*PROMPT:*
Which lines below contain "ends"? Pull them out.

[Stored data]
☆ ☆ ☆ ☆

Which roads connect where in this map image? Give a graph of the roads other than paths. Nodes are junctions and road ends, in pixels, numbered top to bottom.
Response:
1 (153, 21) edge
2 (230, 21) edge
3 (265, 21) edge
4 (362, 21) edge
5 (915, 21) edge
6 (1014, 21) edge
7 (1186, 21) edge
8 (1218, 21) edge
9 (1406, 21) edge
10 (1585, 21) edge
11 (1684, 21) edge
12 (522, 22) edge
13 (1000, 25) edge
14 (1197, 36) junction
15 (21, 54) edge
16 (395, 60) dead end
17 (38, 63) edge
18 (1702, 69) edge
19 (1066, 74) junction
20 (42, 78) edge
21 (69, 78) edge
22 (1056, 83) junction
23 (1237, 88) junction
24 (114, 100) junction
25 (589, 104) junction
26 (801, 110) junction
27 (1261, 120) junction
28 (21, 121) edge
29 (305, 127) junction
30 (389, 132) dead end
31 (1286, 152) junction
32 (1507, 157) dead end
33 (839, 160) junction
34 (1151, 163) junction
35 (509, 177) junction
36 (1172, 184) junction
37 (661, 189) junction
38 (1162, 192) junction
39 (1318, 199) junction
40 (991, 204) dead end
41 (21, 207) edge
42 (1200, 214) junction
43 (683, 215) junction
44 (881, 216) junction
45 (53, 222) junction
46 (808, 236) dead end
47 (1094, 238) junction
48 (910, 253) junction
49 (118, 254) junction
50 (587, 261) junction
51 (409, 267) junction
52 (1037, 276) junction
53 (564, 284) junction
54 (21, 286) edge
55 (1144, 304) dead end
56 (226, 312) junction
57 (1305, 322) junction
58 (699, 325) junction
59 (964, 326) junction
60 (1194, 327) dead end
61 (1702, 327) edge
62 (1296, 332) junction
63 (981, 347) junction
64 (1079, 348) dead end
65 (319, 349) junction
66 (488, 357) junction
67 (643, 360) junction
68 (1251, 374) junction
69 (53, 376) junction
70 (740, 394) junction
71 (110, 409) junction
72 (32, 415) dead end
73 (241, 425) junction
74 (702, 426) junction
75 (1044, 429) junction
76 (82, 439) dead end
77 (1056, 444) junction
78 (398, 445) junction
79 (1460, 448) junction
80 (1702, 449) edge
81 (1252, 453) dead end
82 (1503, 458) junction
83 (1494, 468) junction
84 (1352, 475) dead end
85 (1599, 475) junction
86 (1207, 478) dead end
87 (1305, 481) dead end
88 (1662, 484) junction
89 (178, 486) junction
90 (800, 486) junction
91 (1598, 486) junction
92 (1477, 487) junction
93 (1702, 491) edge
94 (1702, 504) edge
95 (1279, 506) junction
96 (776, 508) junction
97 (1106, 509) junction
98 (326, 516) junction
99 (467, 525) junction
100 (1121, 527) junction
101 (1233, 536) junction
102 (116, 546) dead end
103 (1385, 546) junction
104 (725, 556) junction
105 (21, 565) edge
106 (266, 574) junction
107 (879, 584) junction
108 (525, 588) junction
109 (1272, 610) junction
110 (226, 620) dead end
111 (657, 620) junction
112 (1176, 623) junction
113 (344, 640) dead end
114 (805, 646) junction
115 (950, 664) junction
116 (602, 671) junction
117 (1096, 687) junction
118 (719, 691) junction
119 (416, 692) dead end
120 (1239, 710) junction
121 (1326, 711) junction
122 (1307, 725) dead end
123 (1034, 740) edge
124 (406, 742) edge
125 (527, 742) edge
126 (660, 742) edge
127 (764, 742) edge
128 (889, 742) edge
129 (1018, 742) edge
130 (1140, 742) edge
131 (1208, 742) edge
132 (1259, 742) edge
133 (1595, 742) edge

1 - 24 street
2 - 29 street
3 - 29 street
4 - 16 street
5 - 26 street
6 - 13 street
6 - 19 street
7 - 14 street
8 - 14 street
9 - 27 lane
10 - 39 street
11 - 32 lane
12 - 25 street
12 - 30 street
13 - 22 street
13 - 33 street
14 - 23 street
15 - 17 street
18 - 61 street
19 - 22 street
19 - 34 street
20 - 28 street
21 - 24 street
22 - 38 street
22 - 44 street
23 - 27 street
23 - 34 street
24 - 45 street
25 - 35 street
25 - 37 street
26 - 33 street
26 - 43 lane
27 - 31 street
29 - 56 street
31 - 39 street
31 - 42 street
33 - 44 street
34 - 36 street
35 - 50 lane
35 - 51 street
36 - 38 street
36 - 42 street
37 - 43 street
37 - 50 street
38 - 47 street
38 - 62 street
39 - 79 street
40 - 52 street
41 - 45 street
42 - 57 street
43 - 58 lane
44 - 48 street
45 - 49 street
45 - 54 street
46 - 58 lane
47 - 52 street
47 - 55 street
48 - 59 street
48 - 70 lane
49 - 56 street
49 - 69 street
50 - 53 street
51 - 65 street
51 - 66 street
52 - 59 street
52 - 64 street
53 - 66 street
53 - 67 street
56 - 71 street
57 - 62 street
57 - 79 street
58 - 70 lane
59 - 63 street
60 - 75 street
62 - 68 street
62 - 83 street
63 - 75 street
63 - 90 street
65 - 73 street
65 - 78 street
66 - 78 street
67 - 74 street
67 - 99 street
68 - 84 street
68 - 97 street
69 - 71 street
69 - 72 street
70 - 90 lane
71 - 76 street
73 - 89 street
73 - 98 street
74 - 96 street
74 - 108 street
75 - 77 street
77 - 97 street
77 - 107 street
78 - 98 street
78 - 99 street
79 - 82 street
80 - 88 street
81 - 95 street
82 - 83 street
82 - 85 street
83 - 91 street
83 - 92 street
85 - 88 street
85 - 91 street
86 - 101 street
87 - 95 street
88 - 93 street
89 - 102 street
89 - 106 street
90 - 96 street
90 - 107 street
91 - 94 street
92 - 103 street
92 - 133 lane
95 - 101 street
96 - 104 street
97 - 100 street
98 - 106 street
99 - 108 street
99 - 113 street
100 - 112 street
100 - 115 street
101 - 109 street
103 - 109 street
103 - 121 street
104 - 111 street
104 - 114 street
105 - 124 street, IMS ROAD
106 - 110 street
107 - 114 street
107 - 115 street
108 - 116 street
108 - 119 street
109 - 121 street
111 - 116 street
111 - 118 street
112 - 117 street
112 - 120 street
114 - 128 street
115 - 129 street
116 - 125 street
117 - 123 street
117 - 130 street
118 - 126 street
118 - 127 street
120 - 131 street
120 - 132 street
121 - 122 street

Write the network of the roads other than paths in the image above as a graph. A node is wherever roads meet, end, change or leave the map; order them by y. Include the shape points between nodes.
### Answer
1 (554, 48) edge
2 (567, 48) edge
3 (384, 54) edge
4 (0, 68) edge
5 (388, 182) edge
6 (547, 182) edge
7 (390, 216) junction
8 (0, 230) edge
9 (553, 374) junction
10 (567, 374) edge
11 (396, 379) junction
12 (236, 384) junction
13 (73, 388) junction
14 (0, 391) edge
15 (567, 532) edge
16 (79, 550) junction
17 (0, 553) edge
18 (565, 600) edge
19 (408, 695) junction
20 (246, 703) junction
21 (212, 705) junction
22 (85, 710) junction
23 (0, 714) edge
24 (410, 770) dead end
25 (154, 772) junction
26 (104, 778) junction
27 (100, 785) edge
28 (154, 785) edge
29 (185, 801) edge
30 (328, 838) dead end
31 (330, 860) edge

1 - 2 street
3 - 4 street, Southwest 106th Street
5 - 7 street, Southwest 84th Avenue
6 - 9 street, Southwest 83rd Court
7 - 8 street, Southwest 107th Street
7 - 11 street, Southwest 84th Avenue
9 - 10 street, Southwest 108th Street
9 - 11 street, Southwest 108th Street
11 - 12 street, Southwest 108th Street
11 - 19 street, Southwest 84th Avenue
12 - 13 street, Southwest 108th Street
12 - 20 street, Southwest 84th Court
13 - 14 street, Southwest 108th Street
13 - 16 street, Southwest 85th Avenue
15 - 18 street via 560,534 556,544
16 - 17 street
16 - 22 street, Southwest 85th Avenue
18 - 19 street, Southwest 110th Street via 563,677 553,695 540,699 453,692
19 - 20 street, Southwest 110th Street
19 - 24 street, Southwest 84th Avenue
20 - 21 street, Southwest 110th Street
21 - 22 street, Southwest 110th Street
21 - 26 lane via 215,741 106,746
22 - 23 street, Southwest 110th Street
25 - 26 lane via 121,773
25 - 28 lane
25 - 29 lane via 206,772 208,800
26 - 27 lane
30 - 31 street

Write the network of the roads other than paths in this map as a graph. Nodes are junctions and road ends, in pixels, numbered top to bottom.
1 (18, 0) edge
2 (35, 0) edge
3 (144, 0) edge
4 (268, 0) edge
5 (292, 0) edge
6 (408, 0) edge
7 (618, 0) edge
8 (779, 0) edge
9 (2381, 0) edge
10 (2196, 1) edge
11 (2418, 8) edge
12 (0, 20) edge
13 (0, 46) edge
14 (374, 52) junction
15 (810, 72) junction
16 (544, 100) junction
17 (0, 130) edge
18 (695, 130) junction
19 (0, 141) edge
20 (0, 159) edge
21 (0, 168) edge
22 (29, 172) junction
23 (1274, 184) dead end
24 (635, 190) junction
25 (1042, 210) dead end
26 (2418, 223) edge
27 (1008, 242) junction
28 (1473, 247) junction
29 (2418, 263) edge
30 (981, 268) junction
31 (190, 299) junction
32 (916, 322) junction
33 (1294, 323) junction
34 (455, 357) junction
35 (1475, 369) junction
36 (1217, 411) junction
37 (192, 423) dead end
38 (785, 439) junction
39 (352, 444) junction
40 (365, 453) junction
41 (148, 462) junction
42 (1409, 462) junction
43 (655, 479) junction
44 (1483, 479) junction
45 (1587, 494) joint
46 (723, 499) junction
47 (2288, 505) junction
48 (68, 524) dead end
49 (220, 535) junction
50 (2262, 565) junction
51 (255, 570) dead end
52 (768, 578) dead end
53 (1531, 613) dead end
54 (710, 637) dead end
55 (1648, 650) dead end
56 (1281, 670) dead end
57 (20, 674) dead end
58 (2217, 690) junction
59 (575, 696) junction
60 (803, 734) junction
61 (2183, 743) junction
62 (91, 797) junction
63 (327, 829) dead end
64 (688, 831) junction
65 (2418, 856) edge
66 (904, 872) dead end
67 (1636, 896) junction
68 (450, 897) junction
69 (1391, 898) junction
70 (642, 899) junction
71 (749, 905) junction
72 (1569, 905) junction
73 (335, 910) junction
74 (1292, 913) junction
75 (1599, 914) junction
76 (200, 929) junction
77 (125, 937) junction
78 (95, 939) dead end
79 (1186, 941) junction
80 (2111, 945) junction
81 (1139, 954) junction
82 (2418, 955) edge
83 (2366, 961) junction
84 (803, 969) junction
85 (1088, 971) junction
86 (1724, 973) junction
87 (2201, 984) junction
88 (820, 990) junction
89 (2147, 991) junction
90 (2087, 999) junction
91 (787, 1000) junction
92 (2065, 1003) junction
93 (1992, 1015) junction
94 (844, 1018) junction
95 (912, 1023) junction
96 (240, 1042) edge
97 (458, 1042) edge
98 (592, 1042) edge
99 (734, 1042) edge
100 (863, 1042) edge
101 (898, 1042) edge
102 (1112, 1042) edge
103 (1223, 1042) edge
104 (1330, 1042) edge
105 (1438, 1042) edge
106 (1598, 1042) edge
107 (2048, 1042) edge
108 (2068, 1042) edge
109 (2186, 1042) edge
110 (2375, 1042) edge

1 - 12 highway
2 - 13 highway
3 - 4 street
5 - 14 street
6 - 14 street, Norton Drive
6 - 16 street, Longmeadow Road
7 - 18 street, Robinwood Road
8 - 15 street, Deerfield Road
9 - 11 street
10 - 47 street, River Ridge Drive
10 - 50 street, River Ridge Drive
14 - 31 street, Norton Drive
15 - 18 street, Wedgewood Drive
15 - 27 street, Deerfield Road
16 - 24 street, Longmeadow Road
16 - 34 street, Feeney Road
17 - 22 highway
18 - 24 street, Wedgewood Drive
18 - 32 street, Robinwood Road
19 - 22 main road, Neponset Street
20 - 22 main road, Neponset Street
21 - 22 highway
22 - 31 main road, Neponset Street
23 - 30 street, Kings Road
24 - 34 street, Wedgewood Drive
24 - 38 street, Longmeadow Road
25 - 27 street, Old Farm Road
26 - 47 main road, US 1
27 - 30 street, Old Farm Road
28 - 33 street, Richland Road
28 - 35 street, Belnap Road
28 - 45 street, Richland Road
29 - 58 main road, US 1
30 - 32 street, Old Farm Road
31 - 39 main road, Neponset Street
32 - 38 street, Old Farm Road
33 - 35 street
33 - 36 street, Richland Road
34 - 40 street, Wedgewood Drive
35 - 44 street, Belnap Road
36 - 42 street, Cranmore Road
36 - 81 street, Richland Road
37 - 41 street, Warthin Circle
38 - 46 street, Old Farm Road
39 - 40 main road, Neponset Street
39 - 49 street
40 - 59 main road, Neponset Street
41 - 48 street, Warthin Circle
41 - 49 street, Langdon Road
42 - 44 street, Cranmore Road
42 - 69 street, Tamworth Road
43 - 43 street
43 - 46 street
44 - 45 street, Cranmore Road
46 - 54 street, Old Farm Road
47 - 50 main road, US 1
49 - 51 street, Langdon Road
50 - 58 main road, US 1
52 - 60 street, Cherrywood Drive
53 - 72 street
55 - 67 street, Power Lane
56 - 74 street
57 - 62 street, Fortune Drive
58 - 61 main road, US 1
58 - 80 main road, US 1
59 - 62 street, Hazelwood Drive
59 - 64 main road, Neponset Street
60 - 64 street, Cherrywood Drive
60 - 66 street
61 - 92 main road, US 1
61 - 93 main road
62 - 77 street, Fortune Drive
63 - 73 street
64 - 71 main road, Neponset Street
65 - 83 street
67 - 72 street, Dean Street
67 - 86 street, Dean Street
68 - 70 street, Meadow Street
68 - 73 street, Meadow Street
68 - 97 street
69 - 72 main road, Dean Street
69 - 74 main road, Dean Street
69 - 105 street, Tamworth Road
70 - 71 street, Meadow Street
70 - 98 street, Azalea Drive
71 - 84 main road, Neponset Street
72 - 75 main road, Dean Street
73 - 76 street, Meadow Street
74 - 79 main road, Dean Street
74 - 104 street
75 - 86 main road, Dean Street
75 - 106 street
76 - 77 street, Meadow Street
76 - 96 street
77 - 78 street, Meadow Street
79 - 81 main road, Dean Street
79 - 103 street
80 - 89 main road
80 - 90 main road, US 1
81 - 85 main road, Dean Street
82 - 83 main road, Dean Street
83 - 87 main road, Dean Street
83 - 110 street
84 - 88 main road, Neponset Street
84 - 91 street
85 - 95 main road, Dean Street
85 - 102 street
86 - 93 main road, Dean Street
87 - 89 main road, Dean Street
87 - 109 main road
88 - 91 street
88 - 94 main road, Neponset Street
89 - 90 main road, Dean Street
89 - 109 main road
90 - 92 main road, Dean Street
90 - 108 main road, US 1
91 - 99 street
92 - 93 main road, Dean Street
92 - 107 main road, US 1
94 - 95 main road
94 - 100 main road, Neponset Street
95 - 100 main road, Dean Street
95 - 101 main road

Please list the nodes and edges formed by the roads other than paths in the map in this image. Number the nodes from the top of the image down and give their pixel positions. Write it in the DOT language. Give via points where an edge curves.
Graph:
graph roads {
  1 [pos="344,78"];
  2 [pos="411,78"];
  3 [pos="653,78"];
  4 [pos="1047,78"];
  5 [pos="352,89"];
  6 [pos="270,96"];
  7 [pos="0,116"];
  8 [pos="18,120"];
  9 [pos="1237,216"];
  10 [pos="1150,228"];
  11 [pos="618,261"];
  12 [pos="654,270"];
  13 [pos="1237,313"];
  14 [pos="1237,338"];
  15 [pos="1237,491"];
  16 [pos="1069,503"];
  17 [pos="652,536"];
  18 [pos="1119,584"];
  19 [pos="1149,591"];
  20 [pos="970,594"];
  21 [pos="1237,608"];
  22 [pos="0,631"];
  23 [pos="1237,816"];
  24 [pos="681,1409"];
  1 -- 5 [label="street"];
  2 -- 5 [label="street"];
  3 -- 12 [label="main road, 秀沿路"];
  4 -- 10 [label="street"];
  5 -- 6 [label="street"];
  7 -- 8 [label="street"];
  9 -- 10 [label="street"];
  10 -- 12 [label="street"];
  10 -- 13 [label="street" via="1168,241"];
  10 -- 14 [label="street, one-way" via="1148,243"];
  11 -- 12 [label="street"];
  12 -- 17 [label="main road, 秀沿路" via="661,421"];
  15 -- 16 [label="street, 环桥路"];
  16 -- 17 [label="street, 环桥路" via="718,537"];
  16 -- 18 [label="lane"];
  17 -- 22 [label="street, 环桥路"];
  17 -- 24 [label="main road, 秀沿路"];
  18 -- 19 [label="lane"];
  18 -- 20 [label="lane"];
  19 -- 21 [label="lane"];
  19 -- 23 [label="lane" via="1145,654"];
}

☆ ☆ ☆ ☆

*EXERCISE ANSWER:*
Which roads connect where in this map image? Give a graph of the roads other than paths. Nodes are junctions and road ends, in pixels, numbered top to bottom.
Write the network of the roads other than paths in this map as a graph. Nodes are junctions and road ends, in pixels, numbered top to bottom.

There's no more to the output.